Top of Information given

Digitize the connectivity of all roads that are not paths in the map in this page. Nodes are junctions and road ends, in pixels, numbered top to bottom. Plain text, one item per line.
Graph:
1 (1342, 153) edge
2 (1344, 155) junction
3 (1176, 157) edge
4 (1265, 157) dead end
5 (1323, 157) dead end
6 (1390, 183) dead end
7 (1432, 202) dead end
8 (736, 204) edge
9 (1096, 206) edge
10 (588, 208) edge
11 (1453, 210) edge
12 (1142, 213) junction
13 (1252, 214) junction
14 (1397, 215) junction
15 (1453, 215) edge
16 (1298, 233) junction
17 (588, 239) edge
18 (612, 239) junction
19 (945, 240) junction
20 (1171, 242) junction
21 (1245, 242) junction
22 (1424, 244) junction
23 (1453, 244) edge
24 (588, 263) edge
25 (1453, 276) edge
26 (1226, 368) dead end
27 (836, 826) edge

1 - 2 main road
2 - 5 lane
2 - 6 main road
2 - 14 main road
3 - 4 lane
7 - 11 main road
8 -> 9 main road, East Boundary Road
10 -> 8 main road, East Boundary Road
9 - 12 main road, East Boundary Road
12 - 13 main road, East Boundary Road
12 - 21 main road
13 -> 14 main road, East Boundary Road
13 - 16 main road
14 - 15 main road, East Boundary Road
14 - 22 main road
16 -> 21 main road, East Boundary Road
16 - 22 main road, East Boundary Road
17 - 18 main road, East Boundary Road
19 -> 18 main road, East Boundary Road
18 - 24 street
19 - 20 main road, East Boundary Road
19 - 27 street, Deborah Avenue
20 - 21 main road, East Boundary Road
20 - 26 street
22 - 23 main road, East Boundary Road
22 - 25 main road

Bottom of Information given

§ **Exercise prompt**: Exact transcription of the records is all that is wanted.

§ **Solution to this task**:
Digitize the connectivity of all roads that are not paths in the map in this page. Nodes are junctions and road ends, in pixels, numbered top to bottom. Plain text, one item per line.
Graph:
1 (1342, 153) edge
2 (1344, 155) junction
3 (1176, 157) edge
4 (1265, 157) dead end
5 (1323, 157) dead end
6 (1390, 183) dead end
7 (1432, 202) dead end
8 (736, 204) edge
9 (1096, 206) edge
10 (588, 208) edge
11 (1453, 210) edge
12 (1142, 213) junction
13 (1252, 214) junction
14 (1397, 215) junction
15 (1453, 215) edge
16 (1298, 233) junction
17 (588, 239) edge
18 (612, 239) junction
19 (945, 240) junction
20 (1171, 242) junction
21 (1245, 242) junction
22 (1424, 244) junction
23 (1453, 244) edge
24 (588, 263) edge
25 (1453, 276) edge
26 (1226, 368) dead end
27 (836, 826) edge

1 - 2 main road
2 - 5 lane
2 - 6 main road
2 - 14 main road
3 - 4 lane
7 - 11 main road
8 -> 9 main road, East Boundary Road
10 -> 8 main road, East Boundary Road
9 - 12 main road, East Boundary Road
12 - 13 main road, East Boundary Road
12 - 21 main road
13 -> 14 main road, East Boundary Road
13 - 16 main road
14 - 15 main road, East Boundary Road
14 - 22 main road
16 -> 21 main road, East Boundary Road
16 - 22 main road, East Boundary Road
17 - 18 main road, East Boundary Road
19 -> 18 main road, East Boundary Road
18 - 24 street
19 - 20 main road, East Boundary Road
19 - 27 street, Deborah Avenue
20 - 21 main road, East Boundary Road
20 - 26 street
22 - 23 main road, East Boundary Road
22 - 25 main road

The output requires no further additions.